If an operator selection is performed, the cardinality estimates can be used to determine whether a parallel computation of the operator is beneficial (unless parallel workers are selected explicitly). Otherwise, the cardinality estimates directly influence the operator selection.
If neither join ordering nor operator selection is performed, the supplied cardinalities overwrite the native cardinality estimator.
Tip
If your research area is cardinality estimation, both the textbook pipeline as well as the multi-stage pipeline can
be used to implement prototypes. However, if you are not interested in plan enumeration or cost model, it might be
a better idea to test your cardinality estimator using the
MultiStageOptimizationPipeline.
The reasoning behind this recommendation is that the textbook pipeline requires a plan enumerator which currently cannot be re-used from the target database system (because it is the enumerator’s job to request cost and cardinality estimates, see the textbook pipeline for details). While the default enumerator can mimic the actual enumerator pretty well for PostgreSQL, it is still a simplification.

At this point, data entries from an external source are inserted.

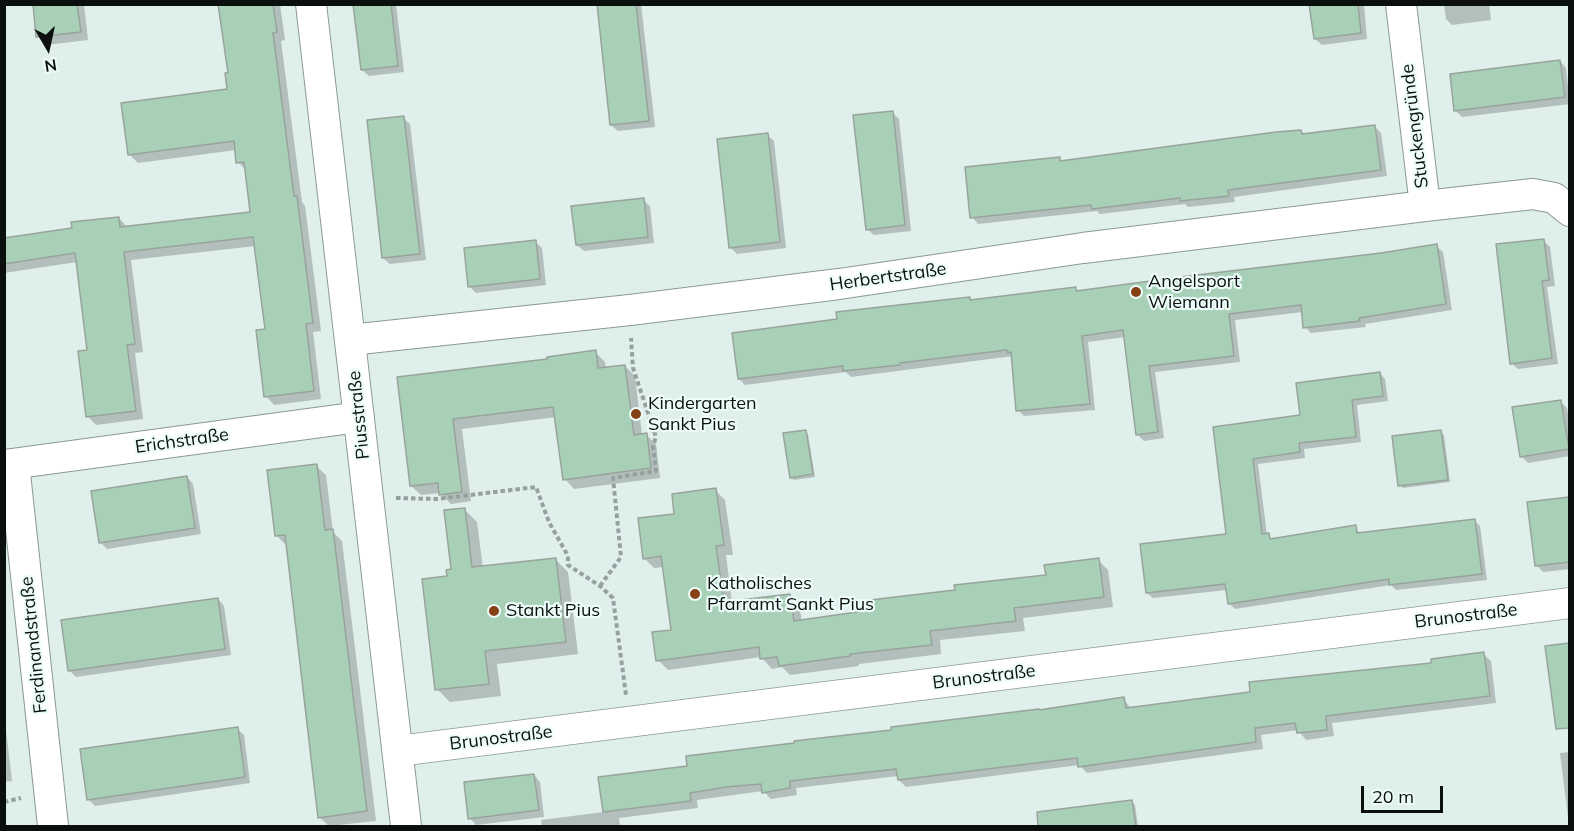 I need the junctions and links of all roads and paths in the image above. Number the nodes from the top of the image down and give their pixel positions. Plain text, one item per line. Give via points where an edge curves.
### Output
1 (311, 4) edge
2 (1401, 4) edge
3 (1425, 206) junction
4 (1569, 211) edge
5 (630, 310) junction
6 (350, 340) junction
7 (359, 417) junction
8 (9, 464) edge
9 (368, 497) junction
10 (600, 586) junction
11 (1569, 603) edge
12 (630, 722) junction
13 (398, 751) junction
14 (53, 826) edge
15 (406, 826) edge

1 - 6 street, Piusstraße
2 - 3 street, Stuckengründe
3 - 4 street, Stuckengründe via 1533,194 1554,198
3 - 5 street, Herbertstraße
5 - 6 street, Herbertstraße
5 - 10 path via 633,368 656,437 656,471 613,478 621,557
6 - 7 street, Piusstraße
7 - 8 street, Erichstraße
7 - 9 street, Piusstraße
8 - 14 street, Ferdinandstraße
9 - 10 path via 437,499 536,487 568,556 568,565
9 - 13 street, Piusstraße
10 - 12 path via 613,598
11 - 12 street, Brunostraße
12 - 13 street, Brunostraße
13 - 15 street, Piusstraße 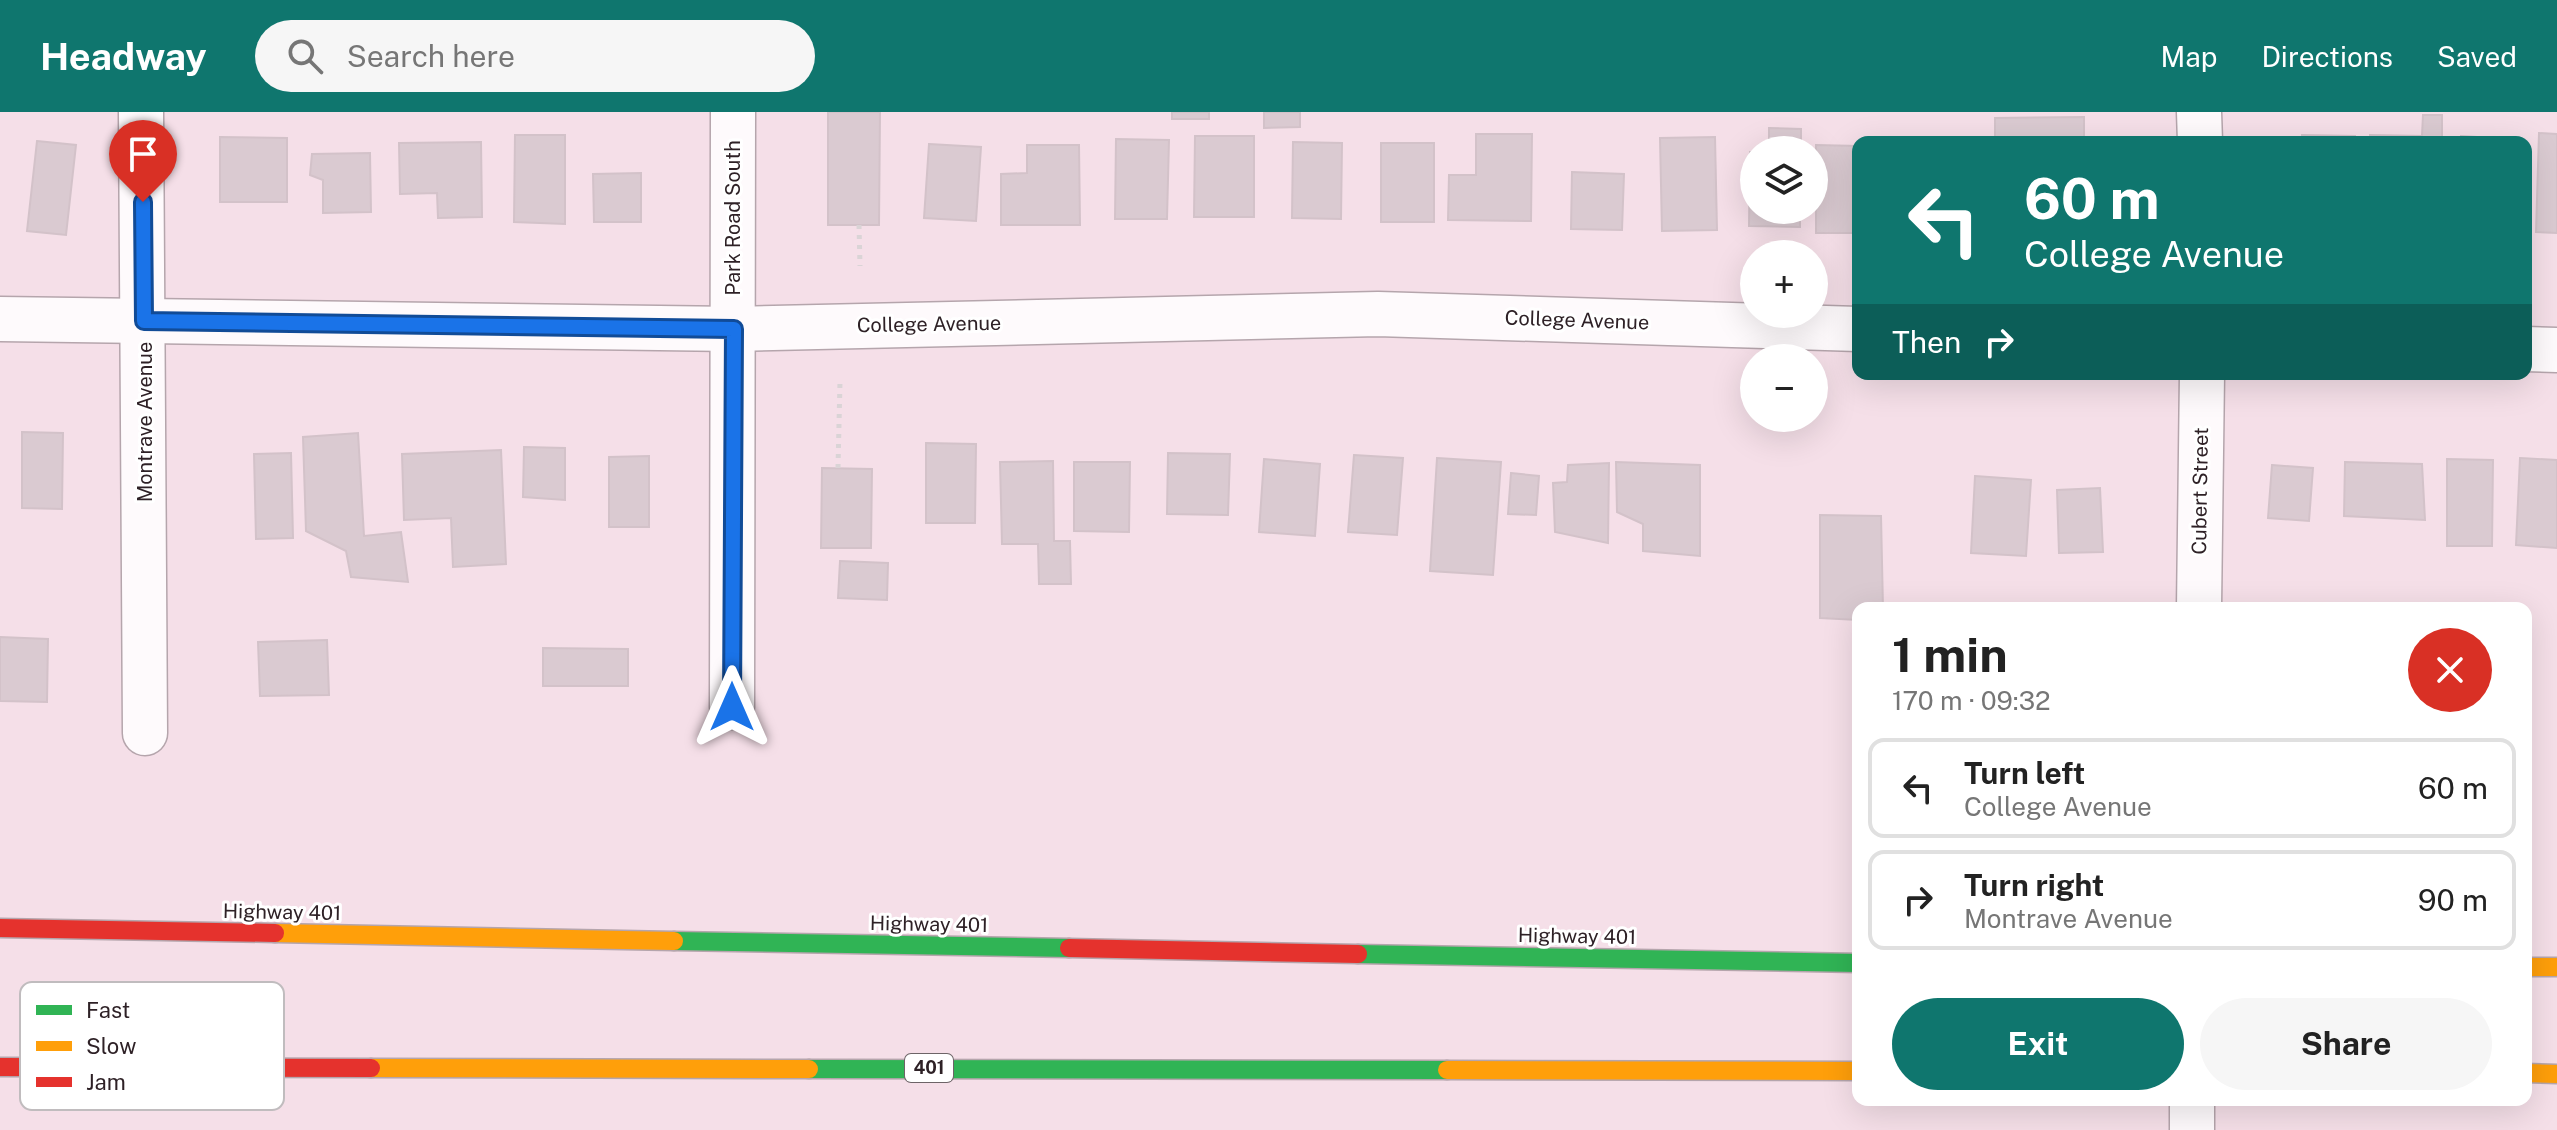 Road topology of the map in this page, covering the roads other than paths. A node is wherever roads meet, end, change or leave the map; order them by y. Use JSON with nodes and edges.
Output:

On the other hand, the multi-stage pipeline just passes the cardinality estimates from the plan parameterization to the native optimizer. Therefore, the key idea is to use a multi-stage pipeline that does not perform any join ordering or operator selection. During the plan parameterization stage, estimates for all potential intermediates are generated.
See the Cookbook for a practical example. In short, by implementing your own cardinality estimator, you can use it both in a textbook pipeline as well as in a multi-stage pipeline.
Integrated optimization pipeline#
TODO
Fundamental data structures#
Query plans#
The QueryPlan is the central artifact of the optimizer. It represents the physical execution
plan of a query (or a part of it). There are three main ways to obtain a query plan:
query plans can be created manually just like any other Python object
query plans are the main output of the optimization pipelines.
the
Databaseprovides anOptimizerInterfacewhich in turn has aquery_plan()(andanalyze_plan()) method to the query plan that the database system would use to execute a specific queryquery plans can be constructed from the optimizer artifacts (see below) using
to_query_plan()
Use the normal JSON export tools to export query plans as JSON.
read_query_plan_json() can be used to load a plan back from its JSON
representation.
Optimizer artifacts#
The JoinTree is used to represent the join order of a query. Nodes can be annotated
to keep track of additional information. Other than constructing a tree manually, trees can be extracted from query plans
via jointree_from_plan(). Use the normal JSON export tools to export
join trees as JSON. read_jointree_json() can be used to load a tree back
from its JSON representation.
PhysicalOperatorAssignment and PlanParameterization can be used to reperesent
(partial) optimizer decisions.
Similar to join trees, these artifacts can be either constructed manually or extracted from query plans using
operators_from_plan() or parameters_from_plan().
Use the normal JSON export tools to export them as JSON and read_operator_assignment_json() or
read_plan_params_json() to load them from their JSON representation.
Tip
If you want to convert a query plan into all artifacts, you can use
explode_query_plan() as a convenience function.
Join tree, operator assignment and plan parameterization can also be used to generate hinted queries. See the Cookbook for details.
Optimizer utilities#
To aid the implementation of new optimizers, PostBOUND provides a number of commonly used data structures:
The JoinGraph can be used to keep track of relations that have already been joined
or that can be integrated into a join tree.
Other utilities are implemented as pre-defined optimization stages, see Existing Optimizer Implementations for details.